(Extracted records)
━━━━━━━━━━

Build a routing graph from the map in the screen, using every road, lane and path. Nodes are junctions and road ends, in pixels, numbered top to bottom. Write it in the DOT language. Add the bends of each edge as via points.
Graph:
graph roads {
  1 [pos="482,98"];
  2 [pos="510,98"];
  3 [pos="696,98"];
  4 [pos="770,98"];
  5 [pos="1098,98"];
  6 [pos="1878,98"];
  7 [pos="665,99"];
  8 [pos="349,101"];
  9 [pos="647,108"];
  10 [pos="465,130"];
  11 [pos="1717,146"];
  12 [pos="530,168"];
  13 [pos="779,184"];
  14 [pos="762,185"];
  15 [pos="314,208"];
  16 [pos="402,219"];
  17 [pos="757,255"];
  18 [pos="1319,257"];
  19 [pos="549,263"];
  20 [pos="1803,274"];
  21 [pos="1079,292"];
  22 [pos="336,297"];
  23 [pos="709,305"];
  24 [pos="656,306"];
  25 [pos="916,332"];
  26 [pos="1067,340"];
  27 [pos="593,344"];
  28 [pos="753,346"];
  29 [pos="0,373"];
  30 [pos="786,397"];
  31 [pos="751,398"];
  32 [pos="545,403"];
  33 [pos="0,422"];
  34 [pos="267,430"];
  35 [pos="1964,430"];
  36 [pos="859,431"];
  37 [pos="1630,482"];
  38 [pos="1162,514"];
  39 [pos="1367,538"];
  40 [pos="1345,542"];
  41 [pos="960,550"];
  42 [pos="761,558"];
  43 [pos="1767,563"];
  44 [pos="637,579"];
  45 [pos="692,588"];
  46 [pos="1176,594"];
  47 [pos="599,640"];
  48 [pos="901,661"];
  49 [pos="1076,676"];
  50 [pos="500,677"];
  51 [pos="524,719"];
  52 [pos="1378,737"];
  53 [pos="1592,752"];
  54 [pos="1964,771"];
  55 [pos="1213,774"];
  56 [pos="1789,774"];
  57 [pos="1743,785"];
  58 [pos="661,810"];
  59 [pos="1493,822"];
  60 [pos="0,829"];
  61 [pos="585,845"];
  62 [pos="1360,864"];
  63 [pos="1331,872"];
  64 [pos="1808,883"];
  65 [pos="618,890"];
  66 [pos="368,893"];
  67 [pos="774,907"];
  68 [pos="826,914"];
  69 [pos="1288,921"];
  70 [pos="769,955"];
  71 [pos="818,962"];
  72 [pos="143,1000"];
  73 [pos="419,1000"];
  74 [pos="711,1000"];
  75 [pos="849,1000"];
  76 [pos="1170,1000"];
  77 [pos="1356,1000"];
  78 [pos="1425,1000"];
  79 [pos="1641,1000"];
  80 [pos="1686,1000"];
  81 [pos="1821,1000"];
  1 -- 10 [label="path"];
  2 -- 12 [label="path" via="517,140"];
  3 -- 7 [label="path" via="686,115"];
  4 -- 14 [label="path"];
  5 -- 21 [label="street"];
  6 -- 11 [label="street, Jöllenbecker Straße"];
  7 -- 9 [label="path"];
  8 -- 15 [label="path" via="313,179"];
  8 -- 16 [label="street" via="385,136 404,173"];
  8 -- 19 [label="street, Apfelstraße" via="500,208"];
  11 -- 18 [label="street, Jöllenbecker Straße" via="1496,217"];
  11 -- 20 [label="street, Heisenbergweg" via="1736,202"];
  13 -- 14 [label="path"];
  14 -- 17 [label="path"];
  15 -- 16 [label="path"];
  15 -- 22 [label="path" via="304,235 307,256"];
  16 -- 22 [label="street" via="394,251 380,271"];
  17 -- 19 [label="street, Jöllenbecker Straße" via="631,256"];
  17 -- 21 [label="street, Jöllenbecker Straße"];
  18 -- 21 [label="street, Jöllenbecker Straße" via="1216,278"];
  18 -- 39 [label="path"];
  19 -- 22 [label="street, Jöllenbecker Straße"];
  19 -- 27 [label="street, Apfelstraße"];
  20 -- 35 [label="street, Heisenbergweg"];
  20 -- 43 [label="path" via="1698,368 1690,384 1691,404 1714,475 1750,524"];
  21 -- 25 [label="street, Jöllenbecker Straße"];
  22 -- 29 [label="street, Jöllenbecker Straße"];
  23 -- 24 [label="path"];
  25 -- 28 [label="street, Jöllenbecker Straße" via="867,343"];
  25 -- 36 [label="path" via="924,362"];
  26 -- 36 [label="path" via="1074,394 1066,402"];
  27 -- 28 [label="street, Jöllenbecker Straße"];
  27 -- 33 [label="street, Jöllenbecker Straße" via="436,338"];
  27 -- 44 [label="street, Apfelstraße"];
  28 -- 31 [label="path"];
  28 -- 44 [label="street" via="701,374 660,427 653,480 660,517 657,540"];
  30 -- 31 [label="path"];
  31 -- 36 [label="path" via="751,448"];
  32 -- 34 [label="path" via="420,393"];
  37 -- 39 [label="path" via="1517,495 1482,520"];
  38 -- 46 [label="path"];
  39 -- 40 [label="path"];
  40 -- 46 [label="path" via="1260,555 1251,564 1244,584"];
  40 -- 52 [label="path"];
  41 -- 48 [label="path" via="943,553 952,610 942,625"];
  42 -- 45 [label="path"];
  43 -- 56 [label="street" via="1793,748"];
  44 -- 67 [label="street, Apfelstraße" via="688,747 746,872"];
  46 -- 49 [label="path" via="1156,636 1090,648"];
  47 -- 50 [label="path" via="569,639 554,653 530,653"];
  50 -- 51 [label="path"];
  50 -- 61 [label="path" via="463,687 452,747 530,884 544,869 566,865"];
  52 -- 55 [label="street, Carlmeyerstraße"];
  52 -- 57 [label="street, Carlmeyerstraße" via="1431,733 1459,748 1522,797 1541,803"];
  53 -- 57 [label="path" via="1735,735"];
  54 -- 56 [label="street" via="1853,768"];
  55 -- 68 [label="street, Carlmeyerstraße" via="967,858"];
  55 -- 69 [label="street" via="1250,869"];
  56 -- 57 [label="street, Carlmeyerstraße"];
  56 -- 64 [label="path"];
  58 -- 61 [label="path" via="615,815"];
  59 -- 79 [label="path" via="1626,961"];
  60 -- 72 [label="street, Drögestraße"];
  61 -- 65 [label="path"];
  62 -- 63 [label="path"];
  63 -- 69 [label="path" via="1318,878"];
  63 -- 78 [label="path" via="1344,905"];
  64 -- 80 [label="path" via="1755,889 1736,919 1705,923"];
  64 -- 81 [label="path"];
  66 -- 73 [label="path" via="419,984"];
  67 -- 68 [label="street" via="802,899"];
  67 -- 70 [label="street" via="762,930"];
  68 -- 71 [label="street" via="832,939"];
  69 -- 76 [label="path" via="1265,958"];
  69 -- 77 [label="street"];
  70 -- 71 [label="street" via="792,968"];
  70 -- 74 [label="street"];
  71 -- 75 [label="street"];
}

━━━━━━━━━━

_What you have to do_
Looking at the records above, which lines contain "Carlmeyerstraße"? Copy those lines.

_Solution to this exercise_
  52 -- 55 [label="street, Carlmeyerstraße"];
  52 -- 57 [label="street, Carlmeyerstraße" via="1431,733 1459,748 1522,797 1541,803"];
  55 -- 68 [label="street, Carlmeyerstraße" via="967,858"];
  56 -- 57 [label="street, Carlmeyerstraße"];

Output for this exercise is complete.